• Saved data entries:
►
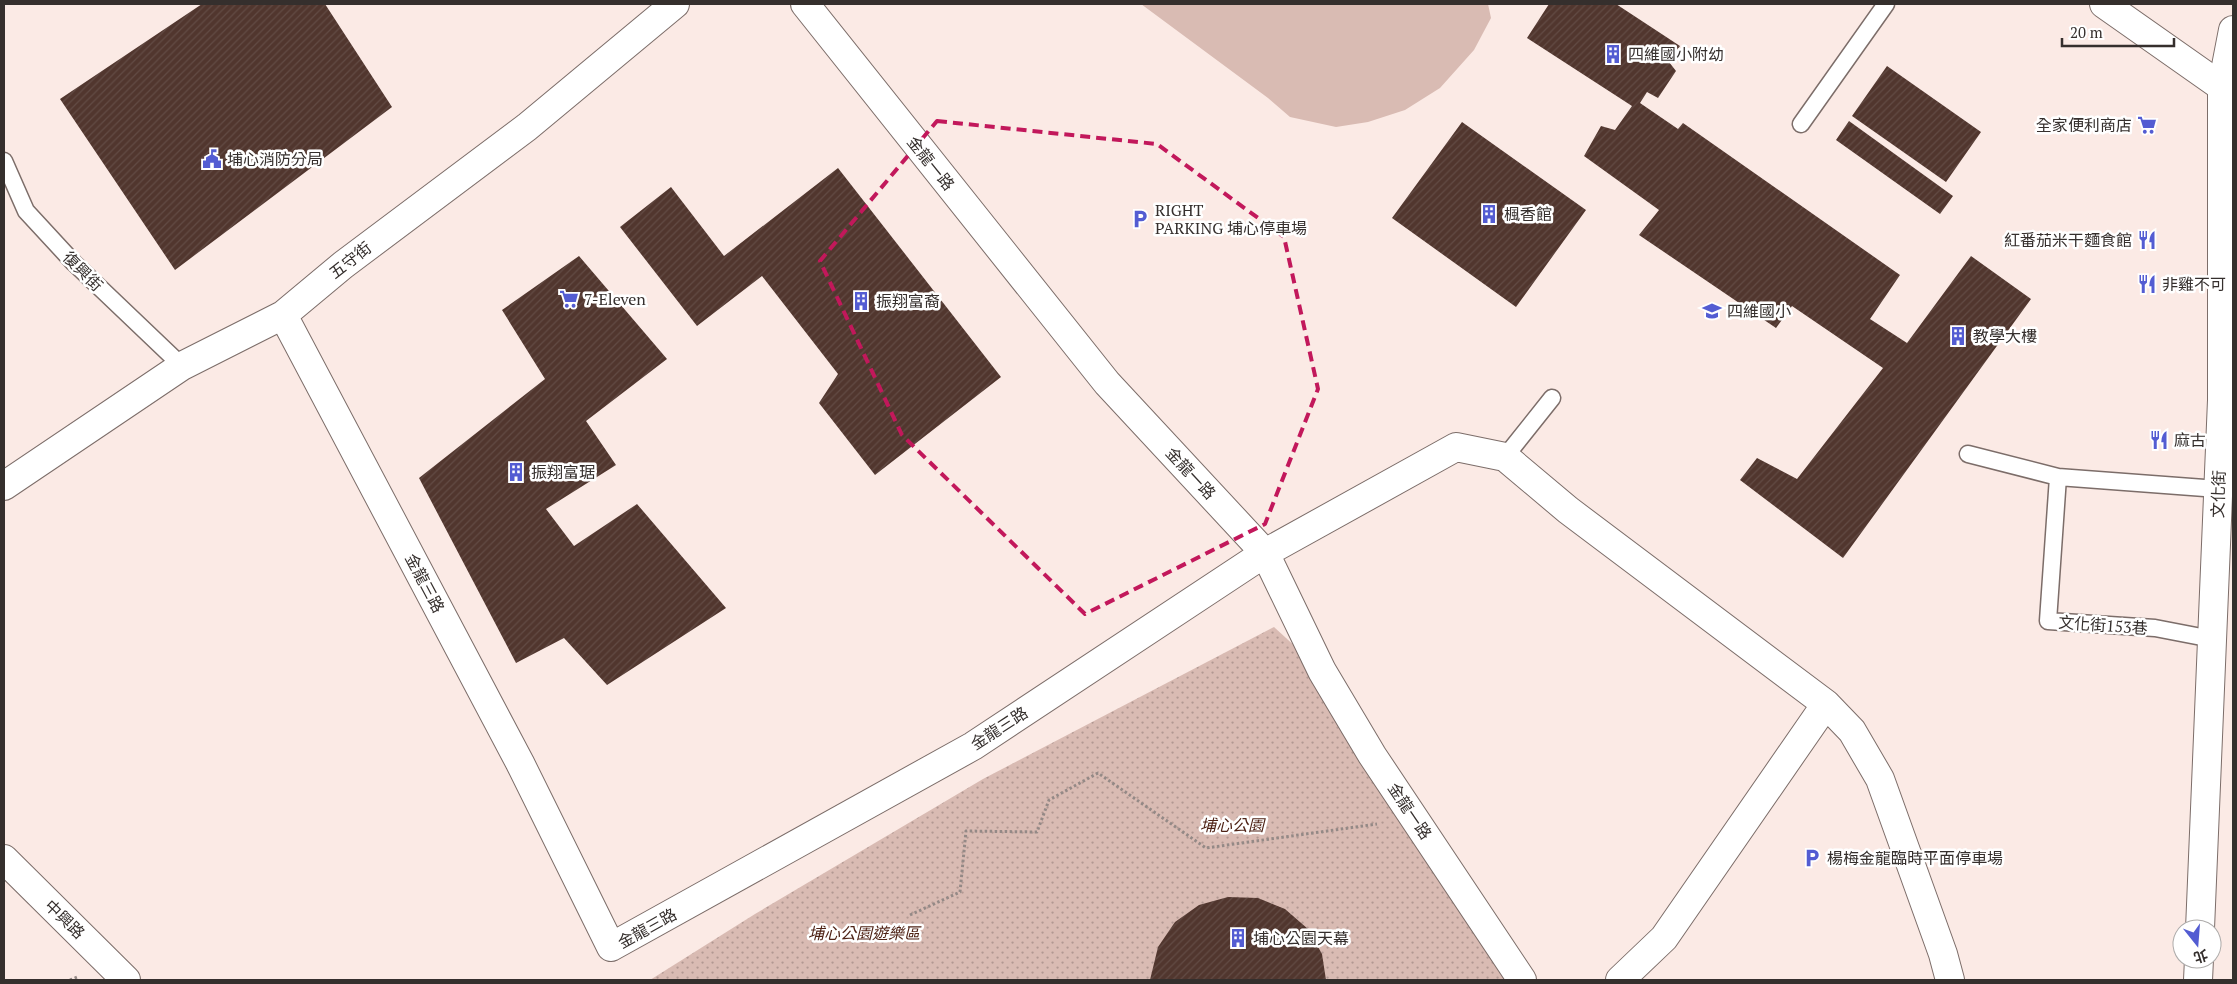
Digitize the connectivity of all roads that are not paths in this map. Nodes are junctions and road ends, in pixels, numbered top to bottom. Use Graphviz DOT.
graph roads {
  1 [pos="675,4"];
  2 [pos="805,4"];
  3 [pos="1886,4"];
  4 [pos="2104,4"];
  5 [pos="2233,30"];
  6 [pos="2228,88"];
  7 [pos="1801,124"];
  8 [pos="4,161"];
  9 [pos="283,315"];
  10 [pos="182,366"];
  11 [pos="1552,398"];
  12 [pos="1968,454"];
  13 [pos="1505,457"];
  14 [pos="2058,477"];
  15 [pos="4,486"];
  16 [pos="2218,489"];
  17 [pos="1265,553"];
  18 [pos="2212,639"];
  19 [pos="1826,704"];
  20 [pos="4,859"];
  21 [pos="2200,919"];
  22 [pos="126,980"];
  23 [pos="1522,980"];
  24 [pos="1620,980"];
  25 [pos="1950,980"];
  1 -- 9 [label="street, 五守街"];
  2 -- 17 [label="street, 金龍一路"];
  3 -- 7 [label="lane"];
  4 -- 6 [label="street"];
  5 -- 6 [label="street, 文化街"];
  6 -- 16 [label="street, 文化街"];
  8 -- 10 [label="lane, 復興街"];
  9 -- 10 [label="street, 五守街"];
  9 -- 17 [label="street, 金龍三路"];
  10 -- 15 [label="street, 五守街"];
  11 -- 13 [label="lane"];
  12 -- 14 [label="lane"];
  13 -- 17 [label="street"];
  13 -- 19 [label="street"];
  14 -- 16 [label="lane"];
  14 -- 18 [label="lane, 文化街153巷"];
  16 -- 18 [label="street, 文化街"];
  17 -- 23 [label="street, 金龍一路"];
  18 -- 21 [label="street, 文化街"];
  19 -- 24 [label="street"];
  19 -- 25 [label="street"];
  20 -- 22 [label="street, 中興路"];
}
◄
What is needed is a verbatim copy of every entry, with the pictures omitted.

Digitize the connectivity of all roads that are not paths in this map. Nodes are junctions and road ends, in pixels, numbered top to bottom. Use Graphviz DOT.
graph roads {
  1 [pos="675,4"];
  2 [pos="805,4"];
  3 [pos="1886,4"];
  4 [pos="2104,4"];
  5 [pos="2233,30"];
  6 [pos="2228,88"];
  7 [pos="1801,124"];
  8 [pos="4,161"];
  9 [pos="283,315"];
  10 [pos="182,366"];
  11 [pos="1552,398"];
  12 [pos="1968,454"];
  13 [pos="1505,457"];
  14 [pos="2058,477"];
  15 [pos="4,486"];
  16 [pos="2218,489"];
  17 [pos="1265,553"];
  18 [pos="2212,639"];
  19 [pos="1826,704"];
  20 [pos="4,859"];
  21 [pos="2200,919"];
  22 [pos="126,980"];
  23 [pos="1522,980"];
  24 [pos="1620,980"];
  25 [pos="1950,980"];
  1 -- 9 [label="street, 五守街"];
  2 -- 17 [label="street, 金龍一路"];
  3 -- 7 [label="lane"];
  4 -- 6 [label="street"];
  5 -- 6 [label="street, 文化街"];
  6 -- 16 [label="street, 文化街"];
  8 -- 10 [label="lane, 復興街"];
  9 -- 10 [label="street, 五守街"];
  9 -- 17 [label="street, 金龍三路"];
  10 -- 15 [label="street, 五守街"];
  11 -- 13 [label="lane"];
  12 -- 14 [label="lane"];
  13 -- 17 [label="street"];
  13 -- 19 [label="street"];
  14 -- 16 [label="lane"];
  14 -- 18 [label="lane, 文化街153巷"];
  16 -- 18 [label="street, 文化街"];
  17 -- 23 [label="street, 金龍一路"];
  18 -- 21 [label="street, 文化街"];
  19 -- 24 [label="street"];
  19 -- 25 [label="street"];
  20 -- 22 [label="street, 中興路"];
}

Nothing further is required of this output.